** Exercise data follows **

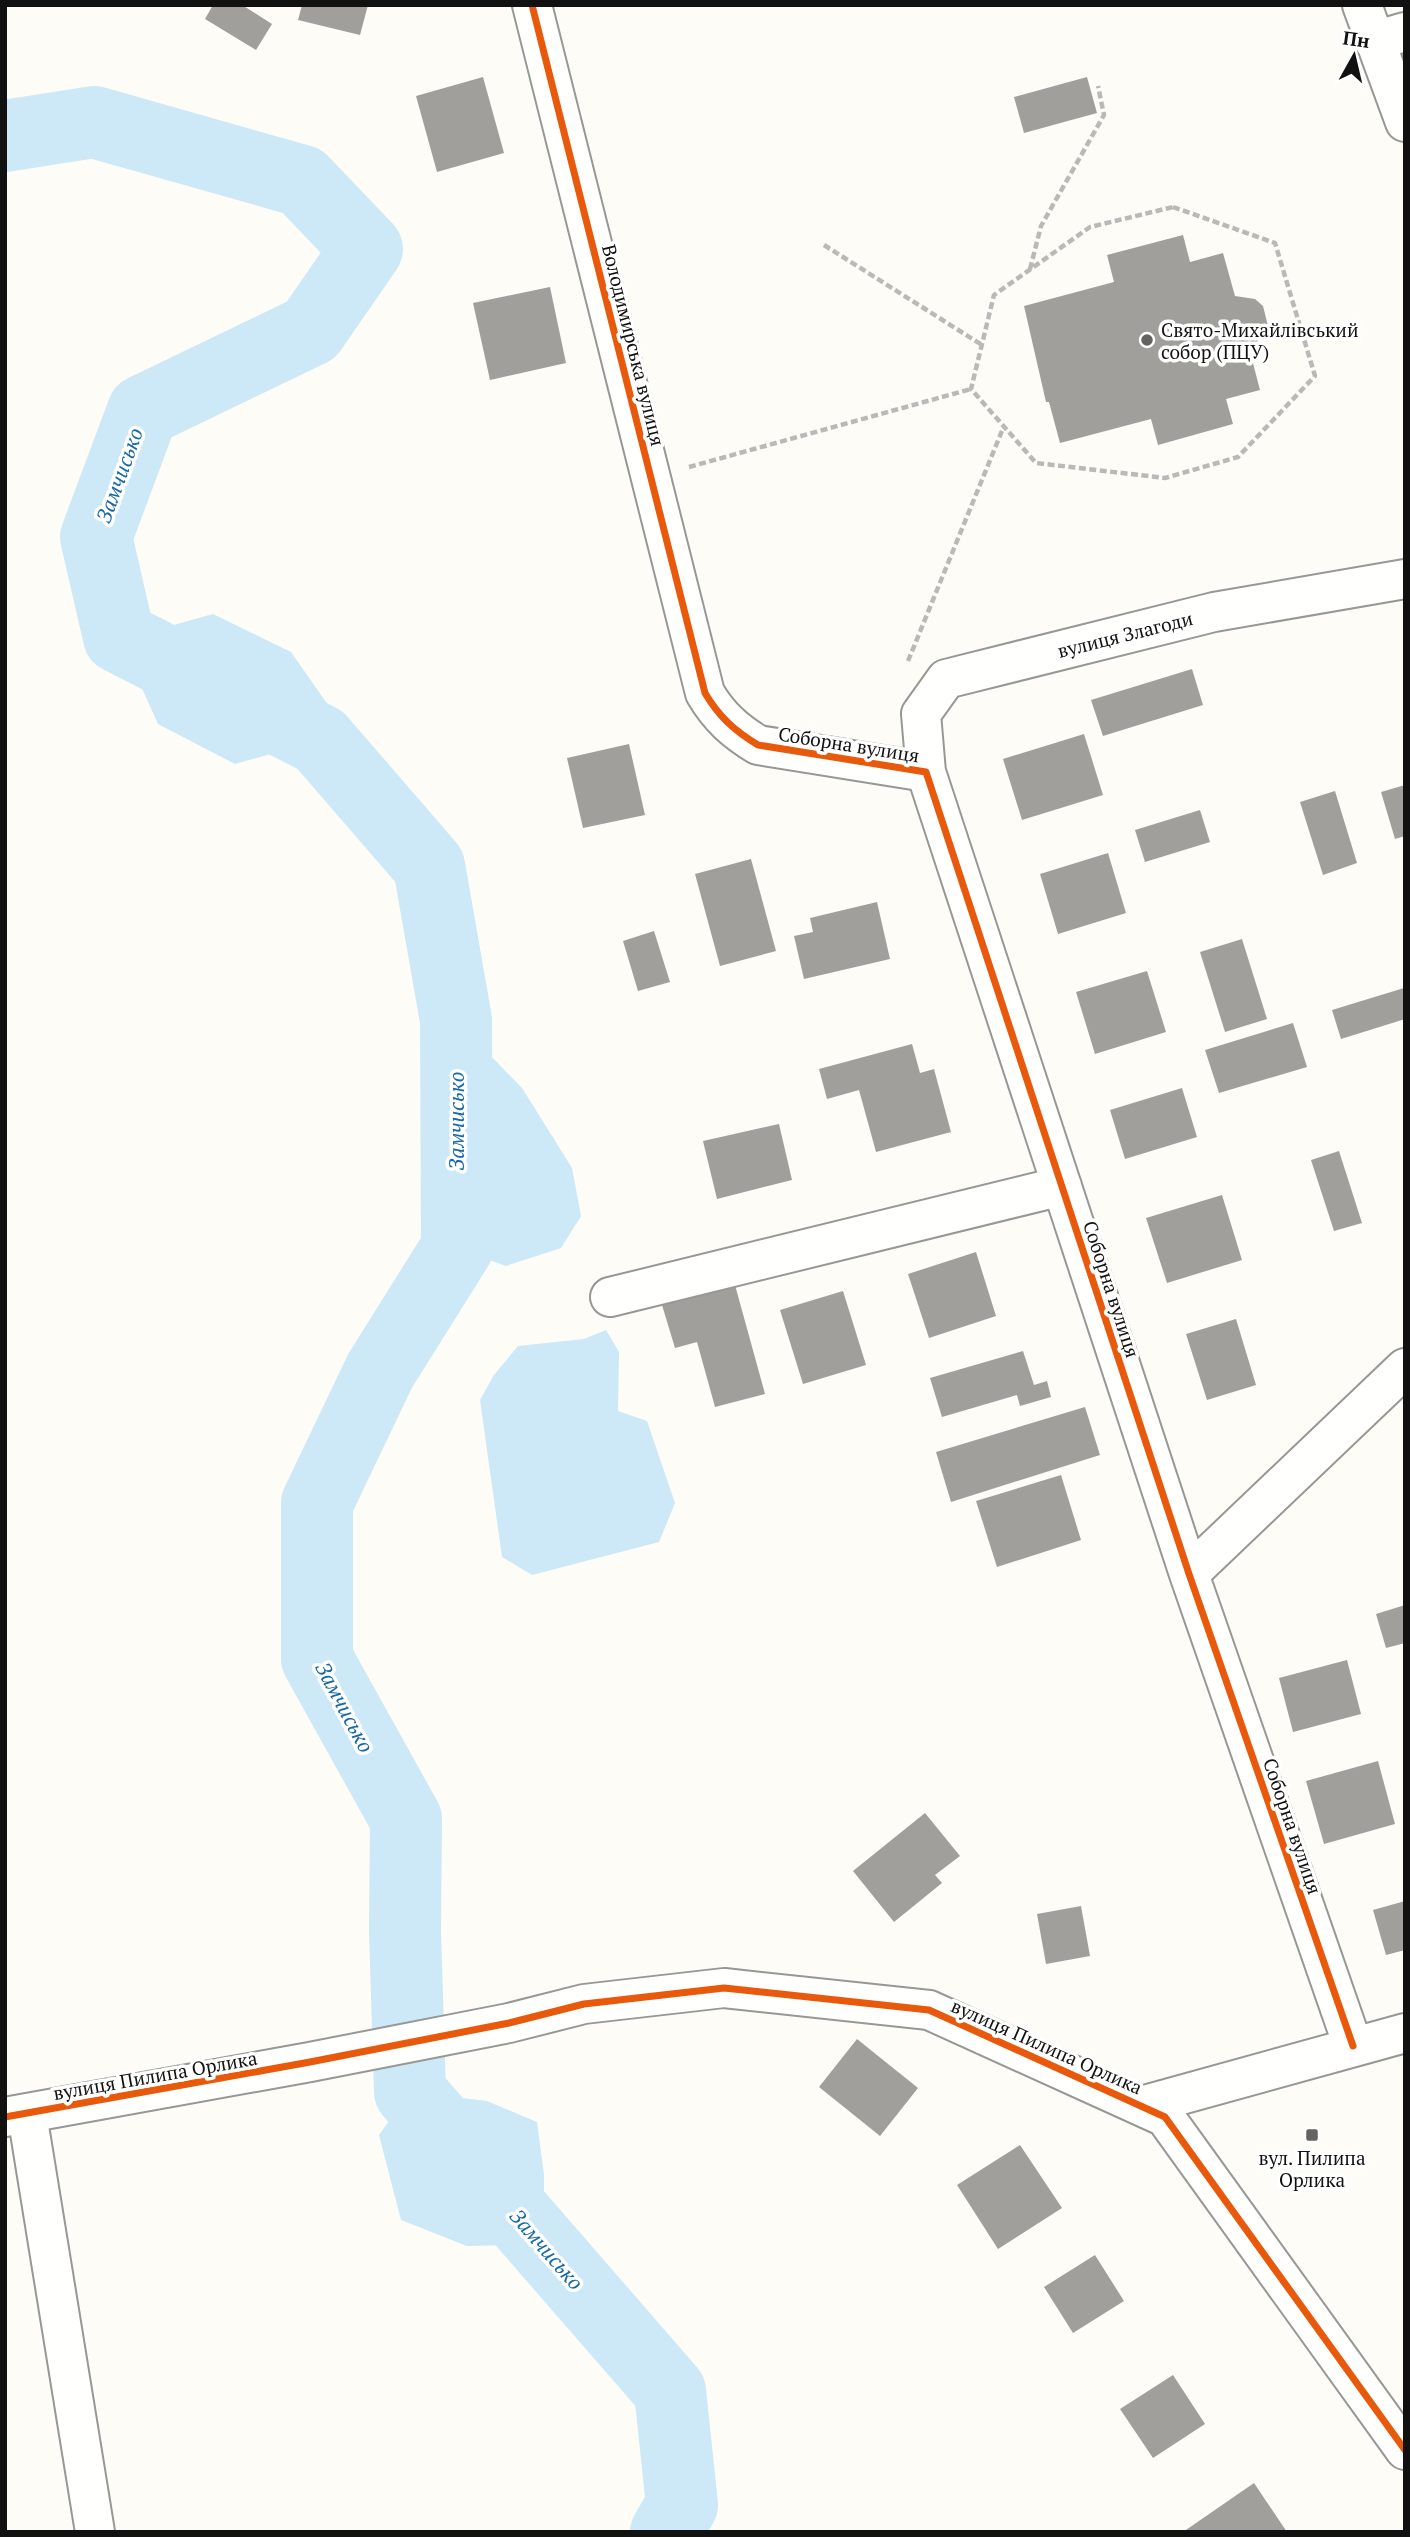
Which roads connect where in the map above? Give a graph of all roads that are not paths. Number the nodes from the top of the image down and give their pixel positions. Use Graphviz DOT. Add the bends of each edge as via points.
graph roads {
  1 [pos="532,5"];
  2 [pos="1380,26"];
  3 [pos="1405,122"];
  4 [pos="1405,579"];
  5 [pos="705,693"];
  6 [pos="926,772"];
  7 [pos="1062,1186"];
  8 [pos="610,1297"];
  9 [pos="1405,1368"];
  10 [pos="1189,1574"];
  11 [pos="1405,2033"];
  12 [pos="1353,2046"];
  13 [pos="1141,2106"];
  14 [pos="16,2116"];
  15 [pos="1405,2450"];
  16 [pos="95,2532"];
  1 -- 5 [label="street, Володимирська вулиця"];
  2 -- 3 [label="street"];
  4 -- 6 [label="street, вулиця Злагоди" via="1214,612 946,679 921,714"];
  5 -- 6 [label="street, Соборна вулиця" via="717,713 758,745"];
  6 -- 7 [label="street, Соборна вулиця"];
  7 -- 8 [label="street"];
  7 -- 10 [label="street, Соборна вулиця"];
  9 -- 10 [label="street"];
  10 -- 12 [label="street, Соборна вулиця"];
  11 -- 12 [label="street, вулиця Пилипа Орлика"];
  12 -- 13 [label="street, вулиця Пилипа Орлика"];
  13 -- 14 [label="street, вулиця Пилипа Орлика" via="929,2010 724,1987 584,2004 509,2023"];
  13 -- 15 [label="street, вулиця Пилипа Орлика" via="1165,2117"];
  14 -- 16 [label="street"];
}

** End of Exercise data **

## Activity
Reproduce the data above verbatim, minus any images.

## Task solution
Which roads connect where in the map above? Give a graph of all roads that are not paths. Number the nodes from the top of the image down and give their pixel positions. Use Graphviz DOT. Add the bends of each edge as via points.
graph roads {
  1 [pos="532,5"];
  2 [pos="1380,26"];
  3 [pos="1405,122"];
  4 [pos="1405,579"];
  5 [pos="705,693"];
  6 [pos="926,772"];
  7 [pos="1062,1186"];
  8 [pos="610,1297"];
  9 [pos="1405,1368"];
  10 [pos="1189,1574"];
  11 [pos="1405,2033"];
  12 [pos="1353,2046"];
  13 [pos="1141,2106"];
  14 [pos="16,2116"];
  15 [pos="1405,2450"];
  16 [pos="95,2532"];
  1 -- 5 [label="street, Володимирська вулиця"];
  2 -- 3 [label="street"];
  4 -- 6 [label="street, вулиця Злагоди" via="1214,612 946,679 921,714"];
  5 -- 6 [label="street, Соборна вулиця" via="717,713 758,745"];
  6 -- 7 [label="street, Соборна вулиця"];
  7 -- 8 [label="street"];
  7 -- 10 [label="street, Соборна вулиця"];
  9 -- 10 [label="street"];
  10 -- 12 [label="street, Соборна вулиця"];
  11 -- 12 [label="street, вулиця Пилипа Орлика"];
  12 -- 13 [label="street, вулиця Пилипа Орлика"];
  13 -- 14 [label="street, вулиця Пилипа Орлика" via="929,2010 724,1987 584,2004 509,2023"];
  13 -- 15 [label="street, вулиця Пилипа Орлика" via="1165,2117"];
  14 -- 16 [label="street"];
}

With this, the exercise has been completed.